Le 25 avril 1887, Charles Lamoureux, après avoir été mandé chez le président du Conseil, M. Goblet, se trouvait forcé d'annoncer à tous les journaux que, dans les circonstances actuelles, il avait décidé l'ajournement de la représentation de Lohengrin.
Cet ajournement ne fut que momentané. Les difficultés politiques qui s'étaient élevées du côté de l'Est ayant eu à bref délai un heureux dénouement, il n'y avait plus de motifs pour retarder la représentation d'une œuvre que tous les véritables artistes attendaient avec impatience.
Le 3 mai 1887, Lohengrin voyait, pour la première fois en France, les feux de la rampe. Ceux qui ont eu le bonheur d'assister à cette unique représentation ont remporté le souvenir ineffaçable d'une interprétation hors ligne[22], qui amena bien des conversions et qui fit dire à un critique, paraphrasant le mot d'un prince spirituel et bon, qui ne craignait pas la musique; «Rien n'est changé en France; il n'y a qu'un chef-d'œuvre de plus.»
Il y avait cependant ceci de changé, c'est que la tentative faite par Lamoureux devait porter plus tard ses fruits et qu'elle préludait à l'introduction des œuvres dramatiques de Richard Wagner sur la scène française, tant à Paris qu'en province.
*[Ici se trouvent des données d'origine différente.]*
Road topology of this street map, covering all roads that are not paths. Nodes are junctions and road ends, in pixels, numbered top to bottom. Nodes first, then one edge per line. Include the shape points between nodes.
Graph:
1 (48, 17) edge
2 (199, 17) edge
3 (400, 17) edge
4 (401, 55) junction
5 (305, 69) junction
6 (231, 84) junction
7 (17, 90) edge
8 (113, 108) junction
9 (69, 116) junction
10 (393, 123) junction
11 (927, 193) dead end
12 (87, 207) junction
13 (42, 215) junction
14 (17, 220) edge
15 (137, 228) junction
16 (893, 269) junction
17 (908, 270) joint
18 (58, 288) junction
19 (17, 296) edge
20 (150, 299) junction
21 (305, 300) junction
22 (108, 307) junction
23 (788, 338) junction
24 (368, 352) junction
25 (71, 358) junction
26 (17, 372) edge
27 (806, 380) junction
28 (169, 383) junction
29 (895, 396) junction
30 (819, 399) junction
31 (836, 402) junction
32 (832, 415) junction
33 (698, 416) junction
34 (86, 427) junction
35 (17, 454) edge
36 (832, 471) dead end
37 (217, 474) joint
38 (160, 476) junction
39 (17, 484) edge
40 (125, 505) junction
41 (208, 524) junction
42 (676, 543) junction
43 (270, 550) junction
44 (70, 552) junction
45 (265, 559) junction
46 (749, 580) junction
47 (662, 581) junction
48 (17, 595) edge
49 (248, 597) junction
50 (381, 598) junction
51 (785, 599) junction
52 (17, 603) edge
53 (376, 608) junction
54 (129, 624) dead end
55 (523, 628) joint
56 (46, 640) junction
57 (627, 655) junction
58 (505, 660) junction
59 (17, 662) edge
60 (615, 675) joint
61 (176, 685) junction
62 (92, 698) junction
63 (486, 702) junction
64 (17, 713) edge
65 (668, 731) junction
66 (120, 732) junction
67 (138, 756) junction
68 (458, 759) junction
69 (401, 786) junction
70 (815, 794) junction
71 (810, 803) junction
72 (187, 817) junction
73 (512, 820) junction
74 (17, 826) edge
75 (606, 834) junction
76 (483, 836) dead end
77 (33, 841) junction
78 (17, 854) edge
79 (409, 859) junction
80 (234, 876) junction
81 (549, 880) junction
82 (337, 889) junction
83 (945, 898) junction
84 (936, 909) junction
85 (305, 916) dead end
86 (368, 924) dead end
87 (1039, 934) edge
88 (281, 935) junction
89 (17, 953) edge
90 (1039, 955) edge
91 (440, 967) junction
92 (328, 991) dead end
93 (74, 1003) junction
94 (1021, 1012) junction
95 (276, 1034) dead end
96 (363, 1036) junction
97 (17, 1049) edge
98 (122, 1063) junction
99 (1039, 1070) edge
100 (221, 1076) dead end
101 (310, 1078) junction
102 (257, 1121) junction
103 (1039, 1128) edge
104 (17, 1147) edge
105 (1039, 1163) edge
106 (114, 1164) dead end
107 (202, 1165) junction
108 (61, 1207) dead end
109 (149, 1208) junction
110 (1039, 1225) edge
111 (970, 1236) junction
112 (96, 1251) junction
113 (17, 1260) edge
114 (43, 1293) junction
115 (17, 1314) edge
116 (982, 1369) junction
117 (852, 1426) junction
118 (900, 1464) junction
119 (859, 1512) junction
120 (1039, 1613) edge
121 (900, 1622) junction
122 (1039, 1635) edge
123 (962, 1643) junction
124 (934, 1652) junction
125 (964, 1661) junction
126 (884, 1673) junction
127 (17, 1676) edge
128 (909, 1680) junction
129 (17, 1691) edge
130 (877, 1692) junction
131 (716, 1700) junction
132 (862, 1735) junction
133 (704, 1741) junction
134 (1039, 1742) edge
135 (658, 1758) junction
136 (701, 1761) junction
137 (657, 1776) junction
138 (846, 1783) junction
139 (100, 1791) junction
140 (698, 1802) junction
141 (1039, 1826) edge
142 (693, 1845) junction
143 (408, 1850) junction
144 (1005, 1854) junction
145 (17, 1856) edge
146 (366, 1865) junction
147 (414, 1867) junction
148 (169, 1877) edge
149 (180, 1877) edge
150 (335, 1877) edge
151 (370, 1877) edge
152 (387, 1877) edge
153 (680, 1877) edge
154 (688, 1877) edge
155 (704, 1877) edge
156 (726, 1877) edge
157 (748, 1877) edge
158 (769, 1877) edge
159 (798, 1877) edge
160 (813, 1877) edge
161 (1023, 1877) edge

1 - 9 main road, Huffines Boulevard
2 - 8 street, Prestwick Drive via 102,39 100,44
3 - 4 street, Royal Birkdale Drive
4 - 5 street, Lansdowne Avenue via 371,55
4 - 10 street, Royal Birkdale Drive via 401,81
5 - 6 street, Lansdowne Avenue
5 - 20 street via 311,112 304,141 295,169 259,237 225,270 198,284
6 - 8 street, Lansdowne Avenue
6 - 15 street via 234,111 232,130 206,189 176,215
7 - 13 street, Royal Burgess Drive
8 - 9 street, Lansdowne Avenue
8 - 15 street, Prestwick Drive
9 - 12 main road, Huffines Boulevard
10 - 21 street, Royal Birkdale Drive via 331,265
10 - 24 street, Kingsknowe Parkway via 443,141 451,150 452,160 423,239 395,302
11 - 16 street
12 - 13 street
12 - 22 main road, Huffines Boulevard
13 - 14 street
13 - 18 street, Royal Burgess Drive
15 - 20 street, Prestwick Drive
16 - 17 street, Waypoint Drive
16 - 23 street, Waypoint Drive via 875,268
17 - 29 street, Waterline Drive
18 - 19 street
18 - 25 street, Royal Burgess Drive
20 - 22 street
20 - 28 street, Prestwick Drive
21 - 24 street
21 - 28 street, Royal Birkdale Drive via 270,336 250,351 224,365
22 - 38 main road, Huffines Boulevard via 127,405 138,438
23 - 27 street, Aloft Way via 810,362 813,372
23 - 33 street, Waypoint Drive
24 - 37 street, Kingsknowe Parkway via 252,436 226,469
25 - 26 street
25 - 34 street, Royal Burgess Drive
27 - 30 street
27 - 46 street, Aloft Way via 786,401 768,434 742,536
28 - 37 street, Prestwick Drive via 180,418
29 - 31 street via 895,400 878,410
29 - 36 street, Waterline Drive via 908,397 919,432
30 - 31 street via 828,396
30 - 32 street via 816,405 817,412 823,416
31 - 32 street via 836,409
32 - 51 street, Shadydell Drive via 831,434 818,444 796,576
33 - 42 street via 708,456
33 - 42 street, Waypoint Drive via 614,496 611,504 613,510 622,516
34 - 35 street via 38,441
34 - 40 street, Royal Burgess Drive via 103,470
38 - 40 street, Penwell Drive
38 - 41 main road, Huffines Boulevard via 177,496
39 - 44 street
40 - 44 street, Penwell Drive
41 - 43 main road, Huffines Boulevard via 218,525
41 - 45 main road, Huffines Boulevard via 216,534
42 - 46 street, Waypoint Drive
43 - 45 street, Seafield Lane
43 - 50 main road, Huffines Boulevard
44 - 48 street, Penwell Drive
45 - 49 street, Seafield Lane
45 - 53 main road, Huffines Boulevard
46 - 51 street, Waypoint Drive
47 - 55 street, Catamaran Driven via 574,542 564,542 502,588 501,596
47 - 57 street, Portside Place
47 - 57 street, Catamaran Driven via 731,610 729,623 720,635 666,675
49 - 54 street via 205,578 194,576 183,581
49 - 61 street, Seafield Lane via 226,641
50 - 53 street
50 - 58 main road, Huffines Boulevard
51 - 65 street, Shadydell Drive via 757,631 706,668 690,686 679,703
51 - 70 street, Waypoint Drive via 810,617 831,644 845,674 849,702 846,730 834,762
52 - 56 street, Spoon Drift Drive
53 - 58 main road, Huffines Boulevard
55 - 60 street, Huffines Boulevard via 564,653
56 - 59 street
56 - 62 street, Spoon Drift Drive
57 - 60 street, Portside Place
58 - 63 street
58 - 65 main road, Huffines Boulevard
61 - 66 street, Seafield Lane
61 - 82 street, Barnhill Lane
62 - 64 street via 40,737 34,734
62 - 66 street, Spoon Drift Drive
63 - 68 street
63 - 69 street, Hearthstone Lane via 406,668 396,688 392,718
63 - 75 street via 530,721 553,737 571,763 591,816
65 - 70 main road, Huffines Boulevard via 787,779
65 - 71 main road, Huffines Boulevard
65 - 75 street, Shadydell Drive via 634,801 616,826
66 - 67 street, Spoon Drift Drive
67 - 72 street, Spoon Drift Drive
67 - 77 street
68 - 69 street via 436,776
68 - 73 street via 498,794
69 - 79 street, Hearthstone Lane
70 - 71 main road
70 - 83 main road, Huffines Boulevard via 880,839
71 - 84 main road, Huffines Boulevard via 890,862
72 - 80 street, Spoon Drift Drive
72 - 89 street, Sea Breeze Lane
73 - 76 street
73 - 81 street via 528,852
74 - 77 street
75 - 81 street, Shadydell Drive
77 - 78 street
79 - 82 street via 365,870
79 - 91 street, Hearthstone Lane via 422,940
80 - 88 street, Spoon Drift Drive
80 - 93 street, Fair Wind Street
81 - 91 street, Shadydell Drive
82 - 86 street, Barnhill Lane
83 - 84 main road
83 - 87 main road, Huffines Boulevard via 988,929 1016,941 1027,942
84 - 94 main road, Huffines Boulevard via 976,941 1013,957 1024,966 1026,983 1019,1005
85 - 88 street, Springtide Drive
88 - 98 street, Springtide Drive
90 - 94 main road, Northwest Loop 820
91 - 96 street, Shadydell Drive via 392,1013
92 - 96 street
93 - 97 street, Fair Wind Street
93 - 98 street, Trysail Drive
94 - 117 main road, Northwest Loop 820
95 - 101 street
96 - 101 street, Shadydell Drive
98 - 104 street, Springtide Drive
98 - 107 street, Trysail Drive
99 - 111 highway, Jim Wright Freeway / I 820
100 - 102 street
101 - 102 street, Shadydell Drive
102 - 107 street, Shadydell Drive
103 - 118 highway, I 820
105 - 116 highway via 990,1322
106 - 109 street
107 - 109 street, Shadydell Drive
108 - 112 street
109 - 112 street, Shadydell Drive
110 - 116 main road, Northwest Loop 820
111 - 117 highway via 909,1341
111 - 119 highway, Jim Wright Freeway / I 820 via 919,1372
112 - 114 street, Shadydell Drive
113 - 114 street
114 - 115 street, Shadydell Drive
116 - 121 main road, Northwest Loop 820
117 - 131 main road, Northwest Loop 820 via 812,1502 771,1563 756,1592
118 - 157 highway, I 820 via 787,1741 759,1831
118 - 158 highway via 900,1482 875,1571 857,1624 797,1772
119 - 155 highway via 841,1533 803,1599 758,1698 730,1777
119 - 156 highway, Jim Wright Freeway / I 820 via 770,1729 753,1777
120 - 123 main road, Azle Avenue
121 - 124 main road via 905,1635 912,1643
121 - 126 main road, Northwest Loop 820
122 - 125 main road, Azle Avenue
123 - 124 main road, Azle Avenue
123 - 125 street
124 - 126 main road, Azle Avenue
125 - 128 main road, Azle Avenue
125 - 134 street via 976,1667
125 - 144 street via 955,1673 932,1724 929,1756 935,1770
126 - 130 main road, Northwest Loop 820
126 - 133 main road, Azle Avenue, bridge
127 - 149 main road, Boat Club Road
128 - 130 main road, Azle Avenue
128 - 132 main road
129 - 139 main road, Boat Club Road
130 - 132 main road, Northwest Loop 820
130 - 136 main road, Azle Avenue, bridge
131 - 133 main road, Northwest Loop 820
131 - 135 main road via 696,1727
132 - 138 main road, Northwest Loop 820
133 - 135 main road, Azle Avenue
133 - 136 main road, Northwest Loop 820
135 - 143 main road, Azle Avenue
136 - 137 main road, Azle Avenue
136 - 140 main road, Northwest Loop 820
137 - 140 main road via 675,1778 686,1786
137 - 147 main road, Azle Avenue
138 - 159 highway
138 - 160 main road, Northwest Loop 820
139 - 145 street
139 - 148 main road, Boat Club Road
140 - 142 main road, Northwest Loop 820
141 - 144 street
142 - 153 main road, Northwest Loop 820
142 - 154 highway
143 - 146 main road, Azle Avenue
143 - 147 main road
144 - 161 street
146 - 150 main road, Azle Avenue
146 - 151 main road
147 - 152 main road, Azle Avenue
Les manifestations ridicules et regrettables qui eurent lieu aux abords du théâtre de l'Éden le soir de la première représentation de Lohengrin déterminèrent Lamoureux à abandonner la partie. Voici la lettre qu'il adressa le 5 mai 1887 au rédacteur en chef du Figaro:
«J'ai l'honneur de vous informer que je renonce définitivement à donner des représentations de Lohengrin.
«Je n'ai pas à qualifier les manifestations qui se produisent, après l'accueil fait par la presse et le public à l'œuvre que, dans l'intérêt de l'art, j'ai fait représenter à mes risques et périls sur une scène française.
«C'est pour des raisons d'un ordre supérieur que je m'abstiens, avec la conscience d'avoir agi exclusivement en artiste et avec la certitude d'être approuvé par tous les honnêtes gens.»
N'insistons pas plus qu'il ne convient sur cette malheureuse affaire. Nous n'en tirerons qu'une conclusion: est-il admissible qu'une minorité fort bornée et composée de personnalités, dont les éléments seraient faciles à établir[23], puisse entraver la liberté d'une majorité intelligente, ayant le désir d'entendre, dans une salle absolument privée, une œuvre d'art de la plus grande beauté et ne pouvant qu'avoir une heureuse influence sur l'avenir musical?—Si cette thèse était admise, ce serait la porte ouverte à tous les abus. On l'a bien vu plus tard. La police aurait dû, dès le premier jour, maintenir l'ordre dans la rue, comme elle le fit postérieurement, lors de la première représentation de Lohengrin à l'Opéra: les quelques énergumènes, dont une partie était soudoyée, se seraient retirés et Lamoureux aurait pu donner suite immédiatement à sa belle tentative. Mais il devait prendre sa revanche, plus tard, à l'Académie Nationale de musique.
Non content d'avoir tué son entreprise, on voulait ternir son honneur: on l'accusait d'avoir reçu de l'argent de provenance allemande, alors qu'il était absolument seul à supporter le poids du déficit résultant de la cessation brusque de sa tentative. Il n'eut qu'une ressource, celle de diriger des poursuites contre les journaux qui cherchèrent à le diffamer. Il expliqua lui-même cette situation dans une lettre adressée le 12 mai 1887 au rédacteur en chef de l'Événement.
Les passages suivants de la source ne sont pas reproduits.